O governo Lula estava sob pressão, sobretudo dos EUA, que mandaram recados por meio de altos funcionários enviados ao Brasil. Com a mudança na Casa Branca, a expectativa é que a pressão aumente, principalmente por parte de Marco Rubio, um senador anti-China indicado por Trump para chefiar a diplomacia americana.

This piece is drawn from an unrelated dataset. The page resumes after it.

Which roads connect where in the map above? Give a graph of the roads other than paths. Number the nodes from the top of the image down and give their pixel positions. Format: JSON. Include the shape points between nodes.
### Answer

“Estamos determinados a alicerçar nossa cooperação pelos próximos 50 anos em áreas como infraestrutura sustentável, transição energética, inteligência artificial, economia digital, saúde e aeroespacial”, disse Lula, que anunciou a criação de duas forças-tarefa, uma sobre cooperação financeira e outra sobre desenvolvimento produtivo e sustentável.
POLÍTICA EXTERNA
“Chegamos a novos consensos estratégicos sobre o futuro do desenvolvimento das relações China-Brasil”, disse Xi, que pediu apoio de Lula para defender o “verdadeiro multilateralismo” diante do “confronto” e da “hegemonia”, outra referência ao isolacionismo de Trump.
Na prática, os acordos de ontem significaram o aval da China para a exportação de alguns produtos brasileiros: farinha de peixe, óleo de peixe e outras proteínas e gorduras derivadas de pescado para ração animal. Os chineses também permitiram a importação de sorgo, gergelim e uva fresca. O potencial comercial, segundo o Ministério da Agricultura, pode chegar a US$ 450 milhões por ano.

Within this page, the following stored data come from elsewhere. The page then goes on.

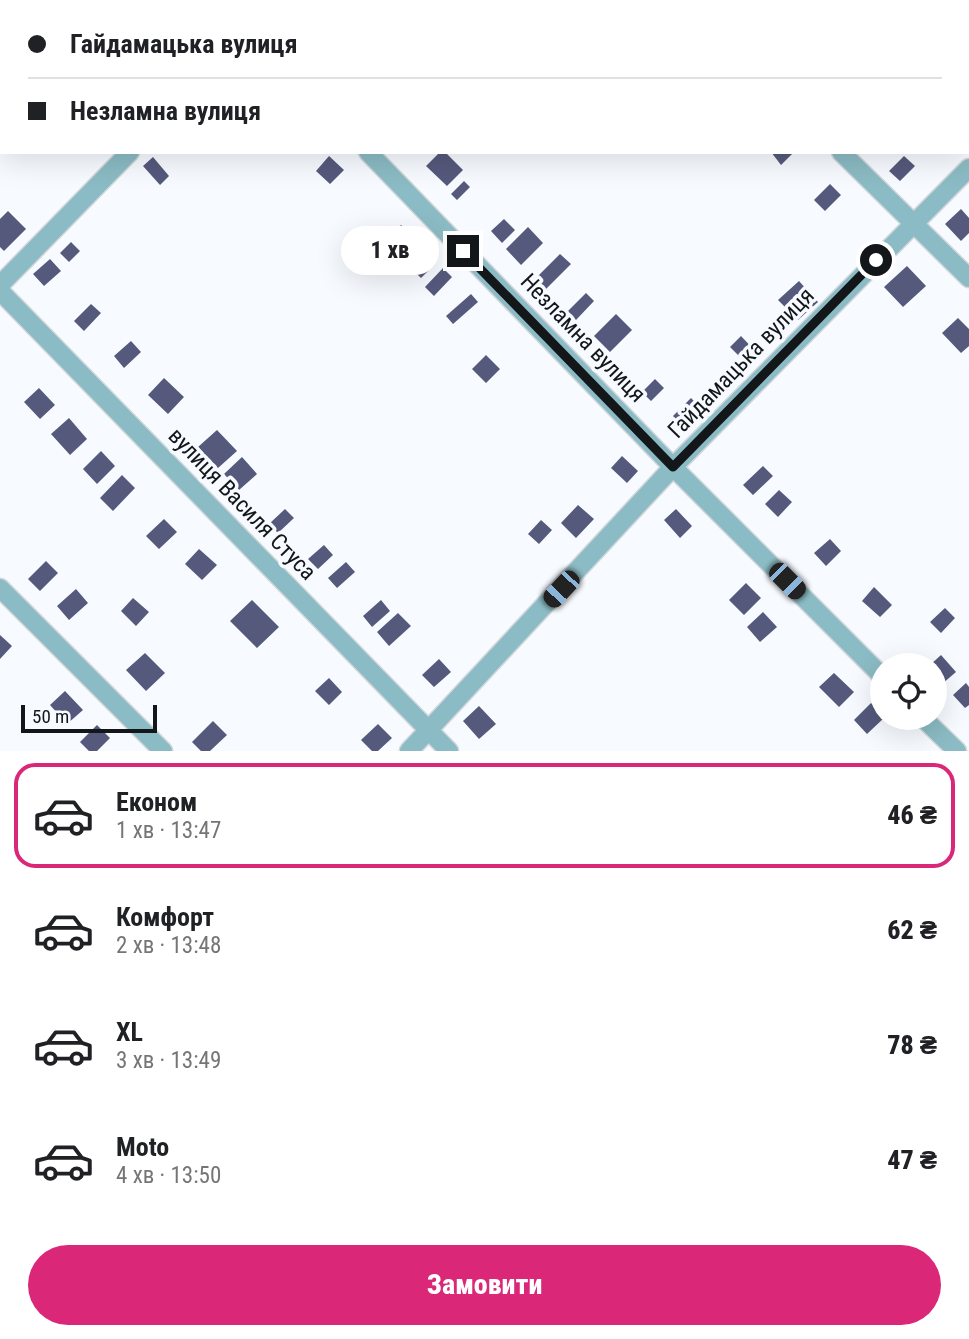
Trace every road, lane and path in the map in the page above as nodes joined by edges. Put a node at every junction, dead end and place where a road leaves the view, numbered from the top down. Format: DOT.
graph roads {
  1 [pos="128,154"];
  2 [pos="370,154"];
  3 [pos="843,154"];
  4 [pos="969,167"];
  5 [pos="912,223"];
  6 [pos="969,278"];
  7 [pos="0,285"];
  8 [pos="0,291"];
  9 [pos="673,467"];
  10 [pos="0,588"];
  11 [pos="870,664"];
  12 [pos="935,730"];
  13 [pos="429,731"];
  14 [pos="163,751"];
  15 [pos="409,751"];
  16 [pos="449,751"];
  17 [pos="957,751"];
  1 -- 7 [label="street"];
  2 -- 9 [label="street, Незламна вулиця"];
  3 -- 5 [label="street"];
  4 -- 5 [label="street, Гайдамацька вулиця"];
  5 -- 6 [label="street"];
  5 -- 9 [label="street, Гайдамацька вулиця"];
  8 -- 13 [label="street, вулиця Василя Стуса"];
  9 -- 11 [label="street, Незламна вулиця"];
  9 -- 13 [label="street, Гайдамацька вулиця"];
  10 -- 14 [label="street"];
  12 -- 17 [label="street"];
  13 -- 15 [label="street, Гайдамацька вулиця"];
  13 -- 16 [label="street, вулиця Василя Стуса"];
}
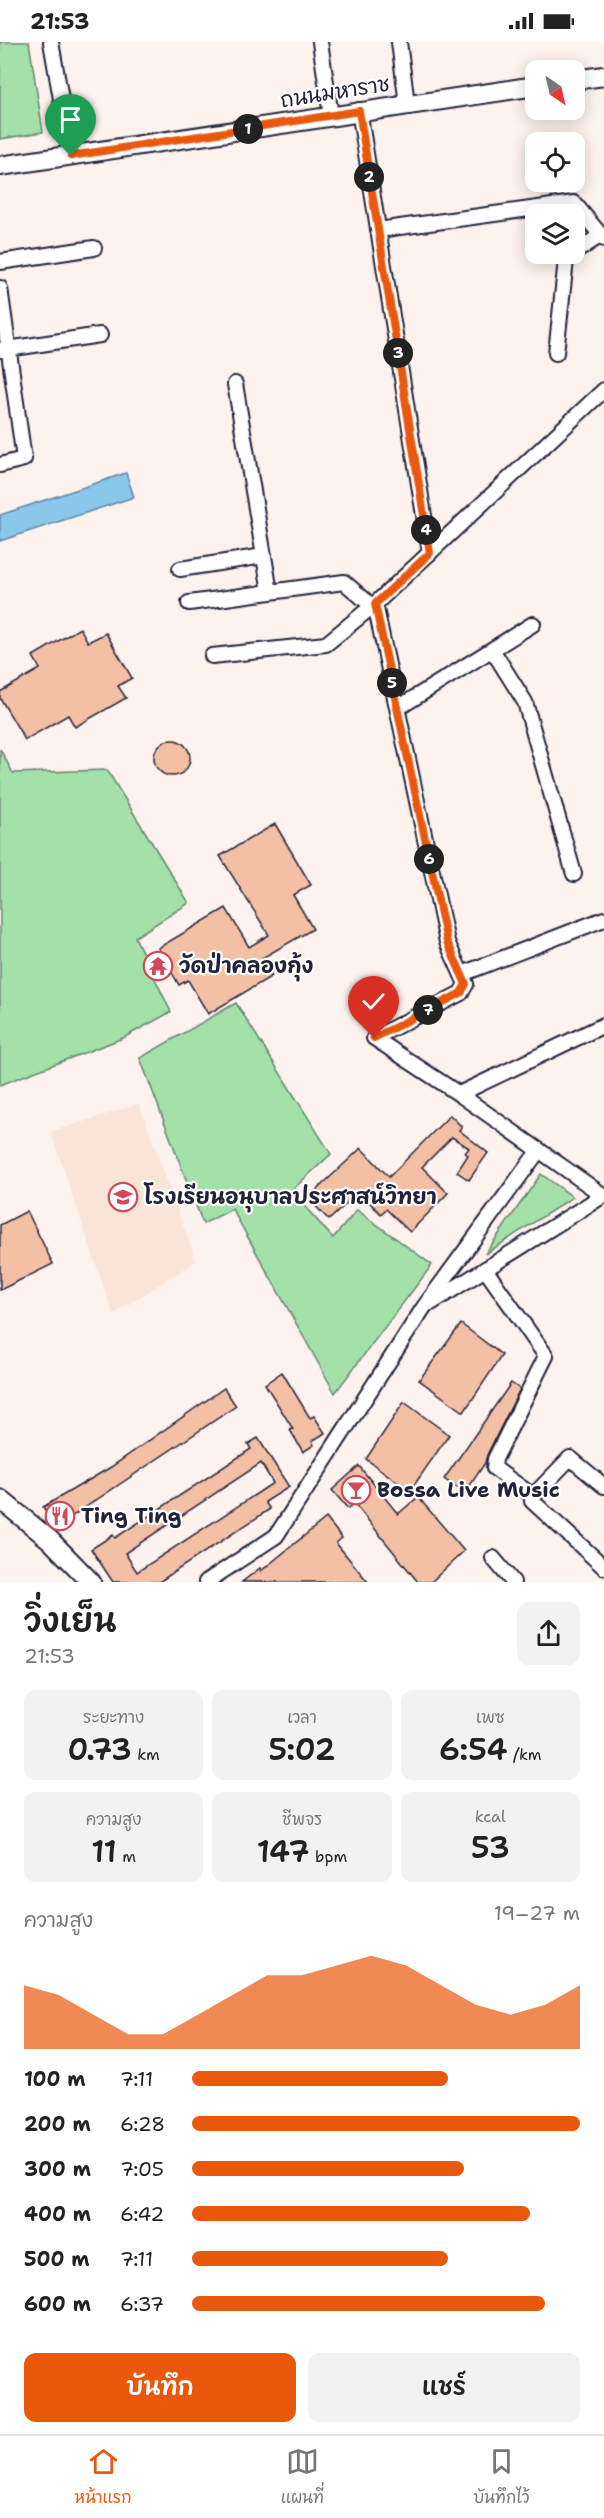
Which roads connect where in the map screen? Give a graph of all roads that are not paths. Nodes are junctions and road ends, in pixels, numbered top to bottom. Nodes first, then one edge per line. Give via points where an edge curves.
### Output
1 (51, 42) edge
2 (320, 42) edge
3 (399, 42) edge
4 (604, 76) edge
5 (585, 79) edge
6 (525, 88) edge
7 (407, 104) junction
8 (359, 111) junction
9 (331, 116) junction
10 (71, 156) junction
11 (0, 166) edge
12 (378, 230) junction
13 (602, 237) edge
14 (585, 247) edge
15 (94, 248) dead end
16 (0, 262) edge
17 (566, 264) edge
18 (0, 288) edge
19 (100, 335) dead end
20 (4, 350) edge
21 (556, 353) dead end
22 (235, 384) dead end
23 (604, 390) edge
24 (0, 465) edge
25 (430, 553) junction
26 (264, 556) junction
27 (180, 569) dead end
28 (270, 592) junction
29 (189, 603) dead end
30 (374, 605) junction
31 (533, 624) dead end
32 (493, 651) junction
33 (212, 656) dead end
34 (398, 708) junction
35 (574, 874) dead end
36 (604, 919) edge
37 (462, 974) junction
38 (604, 1025) edge
39 (459, 1094) junction
40 (539, 1150) junction
41 (603, 1195) edge
42 (485, 1269) junction
43 (424, 1307) junction
44 (604, 1486) edge
45 (533, 1496) junction
46 (0, 1499) edge
47 (493, 1558) dead end
48 (604, 1567) edge
49 (91, 1582) edge
50 (206, 1582) edge
51 (513, 1582) edge

1 - 10 street
2 - 9 street
3 - 7 street
4 - 5 street
6 - 7 street, ถนนมหาราช
7 - 8 street, ถนนมหาราช
8 - 9 street, ถนนมหาราช
8 - 12 street
9 - 10 street, ถนนมหาราช
10 - 11 street, ถนนมหาราช
12 - 13 street via 574,203
12 - 25 street
13 - 14 street
15 - 16 street
17 - 21 street
18 - 20 street
19 - 20 street
20 - 24 street via 24,459
22 - 26 street
23 - 25 street
25 - 30 street
26 - 27 street
26 - 28 street
28 - 29 street
28 - 30 street via 344,582
30 - 33 street via 326,644
30 - 34 street
31 - 32 street
32 - 34 street
32 - 35 street via 525,702
34 - 37 street via 447,942
36 - 37 street
37 - 39 street via 466,984 461,993 374,1038
38 - 39 street
39 - 40 street
40 - 41 street
40 - 43 street
41 - 42 street
42 - 43 street
42 - 45 street via 546,1356 494,1468
43 - 50 street via 276,1536
44 - 45 street via 570,1458
45 - 48 street via 532,1501
46 - 49 street via 50,1540
47 - 51 street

Outro acordo assinado foi com a empresa chinesa SpaceSail, concorrente da Starlink, do bilionário Elon Musk. Os chineses estão desenvolvendo um serviço de internet de alta velocidade por meio de um sistema de satélites de órbita baixa, tecnologia vista como solução para conectar regiões de difícil acesso à infraestrutura de telecomunicações tradicional.
Outro resultado prático da visita de Xi foi um acordo assinado para que o BNDES capte R$ 4 bilhões com o Banco de Desenvolvimento da China (CDB), um contrato inédito já que tudo será feito em yuan, a moeda chinesa. Brasil e China estão entre os países que mais trabalham para reduzir a dependência do dólar para transações internacionais. A desdolarização do sistema financeiro e comercial é outro tema sensível para os EUA, que o contra a iniciativa.
CNI
A Confederação Nacional da Indústria (CNI) assinou memorando de entendimento com a universidade pública chinesa Tsinghua que estabelece as bases para a cooperação em inovação e tecnologia. Em nota, a CNI informou que as tratativas para essa parceria tiveram início em junho, em Pequim, durante missão governamental do Brasil à China que foi acompanhada pela indústria brasileira.
De acordo com a entidade, o objetivo do memorando, assinado por ocasião da visita do presidente da China, Xi Jinping, a Brasília, é fortalecer a cooperação internacional entre a CNI, a universidade chinesa e outras instituições públicas e privadas.
“A iniciativa também busca ampliar a colaboração entre as instituições para promover programas de mobilidade e formação de especialistas e estudantes, conectar ecossistemas de tecnologia e inovação, realizar pesquisas conjuntas, criar um ambiente favorável ao desenvolvimento de negócios e desenvolver, em conjunto, novas rotas tecnológicas e comerciais”, informa a CNI
Para o presidente da entidade, Ricardo Alban, o futuro da agenda entre Brasil e China deve ser baseado em pautas como a inovação tecnológica, para impulsionar essa parceria econômica e comercial que já dura 50 anos. “Temos o interesse comum de aprofundar o desenvolvimento acadêmico, tecnológico, de inovação e de negócios para fortalecer a cooperação internacional, e o memorando com a Tsinghua corrobora essa mobilização de esforços”, afirma.